Repeat exactly, and only, the lines from the one containing "6 2 6-2v14l-6" through the end of the records.

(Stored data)
# # # # # # #
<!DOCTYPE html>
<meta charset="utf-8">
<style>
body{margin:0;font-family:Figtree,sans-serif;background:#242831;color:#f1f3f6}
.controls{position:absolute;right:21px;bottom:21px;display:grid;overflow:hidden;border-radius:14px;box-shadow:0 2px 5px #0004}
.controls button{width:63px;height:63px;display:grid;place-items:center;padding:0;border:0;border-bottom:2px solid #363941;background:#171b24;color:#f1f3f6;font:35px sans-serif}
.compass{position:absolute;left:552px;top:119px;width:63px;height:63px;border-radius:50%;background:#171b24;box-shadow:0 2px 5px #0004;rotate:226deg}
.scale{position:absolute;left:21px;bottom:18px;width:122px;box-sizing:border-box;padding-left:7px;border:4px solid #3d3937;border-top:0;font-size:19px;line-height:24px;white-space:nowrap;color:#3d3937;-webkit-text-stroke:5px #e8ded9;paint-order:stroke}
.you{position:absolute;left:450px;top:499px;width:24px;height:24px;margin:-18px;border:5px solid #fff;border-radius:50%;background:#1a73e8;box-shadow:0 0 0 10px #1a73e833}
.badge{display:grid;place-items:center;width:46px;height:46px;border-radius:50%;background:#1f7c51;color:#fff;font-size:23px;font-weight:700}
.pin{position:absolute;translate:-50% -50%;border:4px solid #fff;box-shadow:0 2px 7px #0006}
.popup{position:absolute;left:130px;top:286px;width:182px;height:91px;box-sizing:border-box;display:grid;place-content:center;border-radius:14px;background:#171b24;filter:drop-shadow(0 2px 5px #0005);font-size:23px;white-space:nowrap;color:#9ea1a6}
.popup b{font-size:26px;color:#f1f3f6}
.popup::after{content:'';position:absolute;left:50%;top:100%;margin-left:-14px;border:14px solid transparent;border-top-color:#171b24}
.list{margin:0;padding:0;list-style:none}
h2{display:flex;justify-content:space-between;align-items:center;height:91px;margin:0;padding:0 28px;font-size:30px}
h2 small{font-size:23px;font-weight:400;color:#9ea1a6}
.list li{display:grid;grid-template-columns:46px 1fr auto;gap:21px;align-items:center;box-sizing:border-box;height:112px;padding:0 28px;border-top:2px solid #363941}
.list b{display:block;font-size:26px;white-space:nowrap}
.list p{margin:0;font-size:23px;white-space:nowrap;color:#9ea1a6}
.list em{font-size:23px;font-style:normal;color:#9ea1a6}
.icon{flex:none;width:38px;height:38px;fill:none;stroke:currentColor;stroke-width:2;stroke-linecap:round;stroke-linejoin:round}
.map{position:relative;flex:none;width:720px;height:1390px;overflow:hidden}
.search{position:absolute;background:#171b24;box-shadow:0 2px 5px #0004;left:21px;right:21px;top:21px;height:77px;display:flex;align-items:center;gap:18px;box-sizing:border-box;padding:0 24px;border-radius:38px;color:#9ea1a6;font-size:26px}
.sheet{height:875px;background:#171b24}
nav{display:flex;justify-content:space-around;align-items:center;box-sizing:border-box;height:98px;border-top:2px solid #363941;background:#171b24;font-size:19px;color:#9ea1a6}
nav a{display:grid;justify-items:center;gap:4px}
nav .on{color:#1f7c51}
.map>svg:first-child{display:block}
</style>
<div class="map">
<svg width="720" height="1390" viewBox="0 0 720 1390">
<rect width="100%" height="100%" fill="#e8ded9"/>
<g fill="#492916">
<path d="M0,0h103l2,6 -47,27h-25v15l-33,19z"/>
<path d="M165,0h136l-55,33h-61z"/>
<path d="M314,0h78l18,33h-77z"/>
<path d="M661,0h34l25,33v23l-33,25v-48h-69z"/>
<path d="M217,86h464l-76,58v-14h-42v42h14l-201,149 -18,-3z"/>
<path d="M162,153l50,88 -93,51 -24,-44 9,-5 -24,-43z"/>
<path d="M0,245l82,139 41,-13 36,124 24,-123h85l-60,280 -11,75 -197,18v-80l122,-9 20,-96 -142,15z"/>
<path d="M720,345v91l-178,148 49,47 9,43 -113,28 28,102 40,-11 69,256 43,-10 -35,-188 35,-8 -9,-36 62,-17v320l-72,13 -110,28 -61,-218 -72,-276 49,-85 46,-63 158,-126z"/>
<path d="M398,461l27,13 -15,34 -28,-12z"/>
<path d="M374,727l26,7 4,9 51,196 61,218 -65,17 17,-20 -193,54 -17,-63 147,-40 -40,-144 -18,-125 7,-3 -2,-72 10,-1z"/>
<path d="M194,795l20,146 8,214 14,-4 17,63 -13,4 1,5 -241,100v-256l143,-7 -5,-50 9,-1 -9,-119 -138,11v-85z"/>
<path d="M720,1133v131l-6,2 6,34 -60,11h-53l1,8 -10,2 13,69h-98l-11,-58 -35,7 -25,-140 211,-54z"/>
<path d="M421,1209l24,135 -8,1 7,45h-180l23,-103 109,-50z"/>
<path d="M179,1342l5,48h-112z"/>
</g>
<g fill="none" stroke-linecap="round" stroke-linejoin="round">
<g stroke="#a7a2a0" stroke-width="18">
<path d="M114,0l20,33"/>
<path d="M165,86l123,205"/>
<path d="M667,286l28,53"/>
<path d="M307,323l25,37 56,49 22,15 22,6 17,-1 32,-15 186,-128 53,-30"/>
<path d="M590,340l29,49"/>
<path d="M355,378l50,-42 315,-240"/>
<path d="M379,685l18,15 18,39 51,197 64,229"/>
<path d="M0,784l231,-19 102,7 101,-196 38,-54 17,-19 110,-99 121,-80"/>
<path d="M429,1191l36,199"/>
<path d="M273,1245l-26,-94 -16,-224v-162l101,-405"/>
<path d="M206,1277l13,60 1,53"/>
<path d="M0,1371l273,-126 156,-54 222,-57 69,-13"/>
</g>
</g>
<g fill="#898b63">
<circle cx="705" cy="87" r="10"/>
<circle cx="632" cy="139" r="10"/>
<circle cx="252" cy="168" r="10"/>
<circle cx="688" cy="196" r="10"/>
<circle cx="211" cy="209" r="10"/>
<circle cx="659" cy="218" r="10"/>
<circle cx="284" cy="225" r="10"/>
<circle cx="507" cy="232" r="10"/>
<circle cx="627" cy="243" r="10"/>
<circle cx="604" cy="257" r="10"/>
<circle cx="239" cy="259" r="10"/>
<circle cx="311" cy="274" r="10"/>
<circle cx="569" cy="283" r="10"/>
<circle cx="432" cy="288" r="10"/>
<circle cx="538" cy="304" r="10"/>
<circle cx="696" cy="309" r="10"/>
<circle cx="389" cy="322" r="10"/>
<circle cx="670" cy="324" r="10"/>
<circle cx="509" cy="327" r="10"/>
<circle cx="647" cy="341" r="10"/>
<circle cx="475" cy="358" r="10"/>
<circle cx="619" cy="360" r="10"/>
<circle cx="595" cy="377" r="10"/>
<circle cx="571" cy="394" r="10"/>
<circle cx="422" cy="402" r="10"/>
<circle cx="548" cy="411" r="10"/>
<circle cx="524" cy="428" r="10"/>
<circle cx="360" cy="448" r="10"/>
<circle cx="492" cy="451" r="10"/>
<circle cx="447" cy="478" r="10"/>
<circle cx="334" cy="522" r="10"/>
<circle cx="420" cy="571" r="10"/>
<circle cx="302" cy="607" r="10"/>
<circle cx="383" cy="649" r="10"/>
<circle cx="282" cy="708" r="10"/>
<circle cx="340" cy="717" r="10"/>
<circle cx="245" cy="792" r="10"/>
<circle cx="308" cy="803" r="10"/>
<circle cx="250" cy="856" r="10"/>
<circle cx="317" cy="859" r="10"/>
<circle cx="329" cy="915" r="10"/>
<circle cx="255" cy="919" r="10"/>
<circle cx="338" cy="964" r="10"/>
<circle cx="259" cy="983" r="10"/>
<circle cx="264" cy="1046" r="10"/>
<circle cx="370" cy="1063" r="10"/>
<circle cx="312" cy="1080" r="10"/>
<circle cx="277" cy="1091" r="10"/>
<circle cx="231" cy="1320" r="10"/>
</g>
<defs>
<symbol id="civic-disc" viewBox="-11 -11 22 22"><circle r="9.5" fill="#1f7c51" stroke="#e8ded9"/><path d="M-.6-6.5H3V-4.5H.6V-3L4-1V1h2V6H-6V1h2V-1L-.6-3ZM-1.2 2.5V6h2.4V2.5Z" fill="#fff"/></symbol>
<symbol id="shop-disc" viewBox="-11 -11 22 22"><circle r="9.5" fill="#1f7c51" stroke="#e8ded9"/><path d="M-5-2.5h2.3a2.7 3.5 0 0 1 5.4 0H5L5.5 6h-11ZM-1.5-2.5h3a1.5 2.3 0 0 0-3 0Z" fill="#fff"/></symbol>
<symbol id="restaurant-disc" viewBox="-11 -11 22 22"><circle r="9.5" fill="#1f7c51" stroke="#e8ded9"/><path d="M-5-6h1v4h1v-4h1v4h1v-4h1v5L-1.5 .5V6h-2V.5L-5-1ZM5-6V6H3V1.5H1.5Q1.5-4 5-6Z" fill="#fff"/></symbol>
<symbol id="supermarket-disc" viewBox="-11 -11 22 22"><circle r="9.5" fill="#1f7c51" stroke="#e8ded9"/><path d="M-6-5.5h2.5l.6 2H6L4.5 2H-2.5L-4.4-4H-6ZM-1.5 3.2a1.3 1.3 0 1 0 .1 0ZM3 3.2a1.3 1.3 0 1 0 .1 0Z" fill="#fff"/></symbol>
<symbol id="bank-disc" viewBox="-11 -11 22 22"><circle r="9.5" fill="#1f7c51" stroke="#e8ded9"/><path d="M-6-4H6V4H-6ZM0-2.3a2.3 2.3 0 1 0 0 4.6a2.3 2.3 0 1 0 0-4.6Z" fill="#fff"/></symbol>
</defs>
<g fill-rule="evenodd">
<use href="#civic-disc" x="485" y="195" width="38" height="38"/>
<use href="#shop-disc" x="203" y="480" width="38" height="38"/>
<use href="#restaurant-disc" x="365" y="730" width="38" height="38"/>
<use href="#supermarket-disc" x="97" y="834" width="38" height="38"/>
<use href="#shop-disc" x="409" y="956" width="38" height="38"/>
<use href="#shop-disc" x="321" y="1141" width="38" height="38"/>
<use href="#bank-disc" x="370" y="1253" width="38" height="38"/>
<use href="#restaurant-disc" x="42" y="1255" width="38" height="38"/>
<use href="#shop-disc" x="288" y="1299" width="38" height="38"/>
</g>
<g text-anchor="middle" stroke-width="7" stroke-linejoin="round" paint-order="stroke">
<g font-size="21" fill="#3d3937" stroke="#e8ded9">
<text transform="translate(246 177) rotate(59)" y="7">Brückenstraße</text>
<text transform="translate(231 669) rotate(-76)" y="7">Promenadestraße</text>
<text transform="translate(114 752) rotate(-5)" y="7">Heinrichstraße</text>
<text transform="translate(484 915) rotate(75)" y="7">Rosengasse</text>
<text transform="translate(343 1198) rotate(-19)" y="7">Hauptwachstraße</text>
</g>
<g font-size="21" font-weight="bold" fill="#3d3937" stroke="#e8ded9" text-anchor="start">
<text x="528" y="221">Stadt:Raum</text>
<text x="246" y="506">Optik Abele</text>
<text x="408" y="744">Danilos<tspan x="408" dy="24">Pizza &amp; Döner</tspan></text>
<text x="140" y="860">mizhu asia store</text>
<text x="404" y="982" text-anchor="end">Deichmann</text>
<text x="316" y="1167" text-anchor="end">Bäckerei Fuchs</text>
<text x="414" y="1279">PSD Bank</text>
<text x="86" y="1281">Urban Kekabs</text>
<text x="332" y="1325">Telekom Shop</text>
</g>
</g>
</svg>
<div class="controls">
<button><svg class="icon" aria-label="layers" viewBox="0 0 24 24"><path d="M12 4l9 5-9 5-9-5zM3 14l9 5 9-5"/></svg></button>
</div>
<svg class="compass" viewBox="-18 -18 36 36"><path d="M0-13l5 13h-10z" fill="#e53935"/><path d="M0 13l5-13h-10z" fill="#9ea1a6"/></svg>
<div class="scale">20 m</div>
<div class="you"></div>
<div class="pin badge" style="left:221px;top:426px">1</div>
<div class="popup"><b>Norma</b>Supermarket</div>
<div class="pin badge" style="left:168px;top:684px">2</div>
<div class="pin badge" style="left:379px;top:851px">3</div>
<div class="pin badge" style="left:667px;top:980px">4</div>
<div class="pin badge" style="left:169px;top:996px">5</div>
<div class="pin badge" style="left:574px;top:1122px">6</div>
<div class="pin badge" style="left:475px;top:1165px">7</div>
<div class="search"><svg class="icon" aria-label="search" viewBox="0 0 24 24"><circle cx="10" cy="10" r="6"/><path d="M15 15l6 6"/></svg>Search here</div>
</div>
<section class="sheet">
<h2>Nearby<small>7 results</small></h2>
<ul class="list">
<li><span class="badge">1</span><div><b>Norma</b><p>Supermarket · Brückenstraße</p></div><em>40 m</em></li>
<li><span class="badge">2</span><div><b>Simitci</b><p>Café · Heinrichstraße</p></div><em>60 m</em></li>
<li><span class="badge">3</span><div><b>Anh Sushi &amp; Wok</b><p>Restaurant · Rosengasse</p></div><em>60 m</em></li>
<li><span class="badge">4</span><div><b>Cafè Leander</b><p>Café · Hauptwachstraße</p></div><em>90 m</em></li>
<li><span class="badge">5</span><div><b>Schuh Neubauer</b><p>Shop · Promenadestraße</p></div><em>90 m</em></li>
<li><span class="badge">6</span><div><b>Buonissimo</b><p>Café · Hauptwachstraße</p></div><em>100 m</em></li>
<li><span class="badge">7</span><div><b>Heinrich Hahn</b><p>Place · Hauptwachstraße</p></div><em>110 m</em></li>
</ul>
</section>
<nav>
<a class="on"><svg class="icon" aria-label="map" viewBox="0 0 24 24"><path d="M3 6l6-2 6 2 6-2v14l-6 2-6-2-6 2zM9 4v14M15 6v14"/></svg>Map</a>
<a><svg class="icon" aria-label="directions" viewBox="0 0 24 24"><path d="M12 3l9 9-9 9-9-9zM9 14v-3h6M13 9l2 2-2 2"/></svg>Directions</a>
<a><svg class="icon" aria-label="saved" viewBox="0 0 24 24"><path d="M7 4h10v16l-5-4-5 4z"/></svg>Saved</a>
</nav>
# # # # # # #
→ ANSWER SECTION
<a class="on"><svg class="icon" aria-label="map" viewBox="0 0 24 24"><path d="M3 6l6-2 6 2 6-2v14l-6 2-6-2-6 2zM9 4v14M15 6v14"/></svg>Map</a>
<a><svg class="icon" aria-label="directions" viewBox="0 0 24 24"><path d="M12 3l9 9-9 9-9-9zM9 14v-3h6M13 9l2 2-2 2"/></svg>Directions</a>
<a><svg class="icon" aria-label="saved" viewBox="0 0 24 24"><path d="M7 4h10v16l-5-4-5 4z"/></svg>Saved</a>
</nav>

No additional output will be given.